Are some concepts easier to detect than others?

In [None]:
# Test all emotion concepts
all_concepts = emotion_library.list_concepts()
layer = 15
strength = 1.5

concept_results = []

for concept in all_concepts:
    print(f"Testing concept: {concept}...")
    
    # Run multiple trials
    for trial in range(3):
        result = run_strategy(
            "introspection",
            task_input="Reflect on your internal state",
            concept=concept,
            layer=layer,
            strength=strength,
            task_type="detection",
            provider="mlx",
            model=MODEL_NAME,
            verbose=False
        )
        
        concept_results.append({
            'concept': concept,
            'trial': trial,
            'correct': result.metadata['introspection_correct'],
            'confidence': result.metadata['introspection_confidence']
        })

df_concepts = pd.DataFrame(concept_results)
print("\n✓ Concept sweep complete")

In [None]:
# Visualize concept detectability
plt.figure(figsize=(10, 5))

accuracy_by_concept = df_concepts.groupby('concept')['correct'].agg(['mean', 'std'])
accuracy_by_concept = accuracy_by_concept.sort_values('mean', ascending=False)
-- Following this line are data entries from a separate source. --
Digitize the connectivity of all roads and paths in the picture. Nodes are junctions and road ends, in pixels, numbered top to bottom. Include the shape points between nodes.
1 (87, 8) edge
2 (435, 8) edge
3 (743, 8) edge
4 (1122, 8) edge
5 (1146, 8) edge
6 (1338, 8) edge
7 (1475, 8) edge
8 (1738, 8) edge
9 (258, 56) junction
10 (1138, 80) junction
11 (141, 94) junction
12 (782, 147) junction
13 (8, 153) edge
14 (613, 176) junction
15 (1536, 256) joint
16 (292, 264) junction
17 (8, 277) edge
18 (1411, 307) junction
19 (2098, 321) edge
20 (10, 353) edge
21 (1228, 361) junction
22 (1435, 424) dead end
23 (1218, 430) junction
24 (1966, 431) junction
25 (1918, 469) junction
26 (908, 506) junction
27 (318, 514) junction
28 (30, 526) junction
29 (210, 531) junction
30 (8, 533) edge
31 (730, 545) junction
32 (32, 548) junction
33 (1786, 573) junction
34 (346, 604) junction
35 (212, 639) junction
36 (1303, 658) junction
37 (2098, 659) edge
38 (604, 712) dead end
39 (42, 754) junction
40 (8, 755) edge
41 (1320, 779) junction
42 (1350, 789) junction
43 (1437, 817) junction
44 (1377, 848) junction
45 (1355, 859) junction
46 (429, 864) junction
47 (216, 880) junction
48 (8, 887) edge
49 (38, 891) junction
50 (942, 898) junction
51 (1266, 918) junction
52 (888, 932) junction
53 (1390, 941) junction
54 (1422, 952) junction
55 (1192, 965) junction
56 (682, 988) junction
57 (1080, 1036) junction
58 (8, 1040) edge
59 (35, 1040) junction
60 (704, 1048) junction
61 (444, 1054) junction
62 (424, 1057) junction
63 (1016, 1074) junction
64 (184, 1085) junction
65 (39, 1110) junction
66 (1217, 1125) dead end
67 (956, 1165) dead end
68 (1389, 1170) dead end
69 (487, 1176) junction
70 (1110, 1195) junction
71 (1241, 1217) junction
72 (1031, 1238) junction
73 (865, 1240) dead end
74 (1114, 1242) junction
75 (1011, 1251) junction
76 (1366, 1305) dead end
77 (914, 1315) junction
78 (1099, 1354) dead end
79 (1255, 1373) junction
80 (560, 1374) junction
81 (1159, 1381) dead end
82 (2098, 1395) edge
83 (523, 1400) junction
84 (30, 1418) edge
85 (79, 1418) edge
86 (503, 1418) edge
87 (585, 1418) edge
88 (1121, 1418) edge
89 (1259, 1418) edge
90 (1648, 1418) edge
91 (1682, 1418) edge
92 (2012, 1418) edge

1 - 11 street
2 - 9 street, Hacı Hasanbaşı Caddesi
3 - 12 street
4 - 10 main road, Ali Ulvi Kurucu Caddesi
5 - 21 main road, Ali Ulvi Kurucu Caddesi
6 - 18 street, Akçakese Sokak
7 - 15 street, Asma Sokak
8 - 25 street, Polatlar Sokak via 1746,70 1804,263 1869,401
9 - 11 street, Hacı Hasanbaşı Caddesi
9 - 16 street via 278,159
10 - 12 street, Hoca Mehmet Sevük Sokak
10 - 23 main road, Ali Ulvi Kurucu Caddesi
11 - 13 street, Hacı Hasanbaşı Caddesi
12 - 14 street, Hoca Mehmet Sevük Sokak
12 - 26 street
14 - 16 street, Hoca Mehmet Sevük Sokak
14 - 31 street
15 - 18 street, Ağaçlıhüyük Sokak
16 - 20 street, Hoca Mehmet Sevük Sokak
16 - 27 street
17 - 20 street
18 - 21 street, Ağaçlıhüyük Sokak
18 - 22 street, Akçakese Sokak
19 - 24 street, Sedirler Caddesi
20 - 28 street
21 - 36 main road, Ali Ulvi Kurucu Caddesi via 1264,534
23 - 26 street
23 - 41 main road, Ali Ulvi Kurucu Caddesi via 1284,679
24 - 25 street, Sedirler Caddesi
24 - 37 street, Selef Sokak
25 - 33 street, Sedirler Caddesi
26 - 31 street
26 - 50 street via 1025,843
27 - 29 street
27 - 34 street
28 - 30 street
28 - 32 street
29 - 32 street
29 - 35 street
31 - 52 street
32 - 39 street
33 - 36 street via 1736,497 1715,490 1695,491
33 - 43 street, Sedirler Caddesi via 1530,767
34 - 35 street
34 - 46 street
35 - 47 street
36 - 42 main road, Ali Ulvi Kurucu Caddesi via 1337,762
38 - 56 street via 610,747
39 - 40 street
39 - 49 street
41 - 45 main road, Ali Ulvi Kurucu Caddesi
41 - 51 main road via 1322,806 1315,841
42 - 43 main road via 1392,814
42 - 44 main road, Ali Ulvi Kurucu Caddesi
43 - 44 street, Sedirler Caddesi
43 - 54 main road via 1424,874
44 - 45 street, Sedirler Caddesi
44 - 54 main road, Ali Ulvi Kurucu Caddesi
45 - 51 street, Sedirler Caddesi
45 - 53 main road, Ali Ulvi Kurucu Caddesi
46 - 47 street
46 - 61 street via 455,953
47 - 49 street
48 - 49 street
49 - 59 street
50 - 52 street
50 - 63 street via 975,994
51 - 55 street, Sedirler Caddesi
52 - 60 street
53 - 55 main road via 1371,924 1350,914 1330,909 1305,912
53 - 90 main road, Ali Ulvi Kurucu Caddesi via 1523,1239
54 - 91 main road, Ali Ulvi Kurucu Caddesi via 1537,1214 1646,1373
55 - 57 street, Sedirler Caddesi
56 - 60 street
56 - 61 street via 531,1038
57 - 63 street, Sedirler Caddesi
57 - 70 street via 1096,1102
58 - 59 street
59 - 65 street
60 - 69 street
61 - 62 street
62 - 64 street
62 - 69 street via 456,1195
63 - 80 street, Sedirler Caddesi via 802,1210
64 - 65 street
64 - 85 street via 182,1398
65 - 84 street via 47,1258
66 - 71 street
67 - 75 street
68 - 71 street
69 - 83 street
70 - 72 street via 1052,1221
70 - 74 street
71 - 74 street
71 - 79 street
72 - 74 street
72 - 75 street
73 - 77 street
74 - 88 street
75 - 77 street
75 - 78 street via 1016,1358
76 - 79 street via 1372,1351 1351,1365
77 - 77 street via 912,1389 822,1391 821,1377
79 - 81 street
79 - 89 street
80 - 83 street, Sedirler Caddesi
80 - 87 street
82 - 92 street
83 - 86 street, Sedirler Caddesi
plt.bar(range(len(accuracy_by_concept)), accuracy_by_concept['mean'])
plt.errorbar(
    range(len(accuracy_by_concept)),
    accuracy_by_concept['mean'],
    yerr=accuracy_by_concept['std'],
    fmt='none',
    color='black',
    capsize=5
)
plt.xticks(range(len(accuracy_by_concept)), accuracy_by_concept.index, rotation=45)
plt.title('Introspection Accuracy by Concept')
plt.ylabel('Accuracy')
plt.ylim(0, 1)
plt.grid(axis='y', alpha=0.3)
plt.tight_layout()
plt.show()

## 8. False Positive Rate

Do models hallucinate detections when nothing is injected?

In [None]:
# Test with zero steering (baseline false positive rate)
from harness.introspection_tasks import IntrospectionTaskGenerator

task_gen = IntrospectionTaskGenerator()
evaluator = IntrospectionEvaluator()

false_positive_tests = []

for trial in range(10):
    # Generate detection task
    task = task_gen.detection_task(
        concept="happiness",
        base_prompt="Describe your thoughts",
        layer=15,
        strength=0.0  # No steering!
    )
    
    # Generate without steering
    from mlx_lm import generate as mlx_generate
    prompt = f"{task.base_prompt}\n\n{task.introspection_prompt}"
    response = mlx_generate(
        model,
        tokenizer,
        prompt=prompt,
        temp=0.7,
        max_tokens=100,
        verbose=False
    )
    
    # Evaluate
    result = evaluator.evaluate(task, response)
    
    false_positive_tests.append({
        'trial': trial,
        'detected': result.is_correct  # If True, it's a false positive!
    })

fp_rate = sum(t['detected'] for t in false_positive_tests) / len(false_positive_tests)
print(f"\nFalse Positive Rate: {fp_rate:.1%}")
print(f"(Lower is better - model should NOT detect concepts when nothing is injected)")

## 9. Summary Statistics

In [None]:
print("=" * 60)
print("INTROSPECTION EXPERIMENT SUMMARY")
print("=" * 60)

print(f"\nModel: {MODEL_NAME}")
print(f"\nConcepts tested: {len(all_concepts)}")
print(f"  {', '.join(all_concepts)}")

print(f"\n1. Overall Accuracy: {df_concepts['correct'].mean():.1%}")
print(f"2. Best Layer: {accuracy_by_layer.idxmax()} (accuracy: {accuracy_by_layer.max():.1%})")
print(f"3. Best Strength: {accuracy_by_strength['mean'].idxmax()} (accuracy: {accuracy_by_strength['mean'].max():.1%})")
print(f"4. Easiest Concept: {accuracy_by_concept.index[0]} ({accuracy_by_concept['mean'].iloc[0]:.1%})")
print(f"5. False Positive Rate: {fp_rate:.1%}")

print("\n" + "=" * 60)
print("KEY FINDINGS:")
print("=" * 60)

if accuracy_by_layer.idxmax() > 10:
    print("✓ Middle/late layers show better introspection (matches paper)")
else:
    print("⚠ Early layers unexpectedly effective - investigate further")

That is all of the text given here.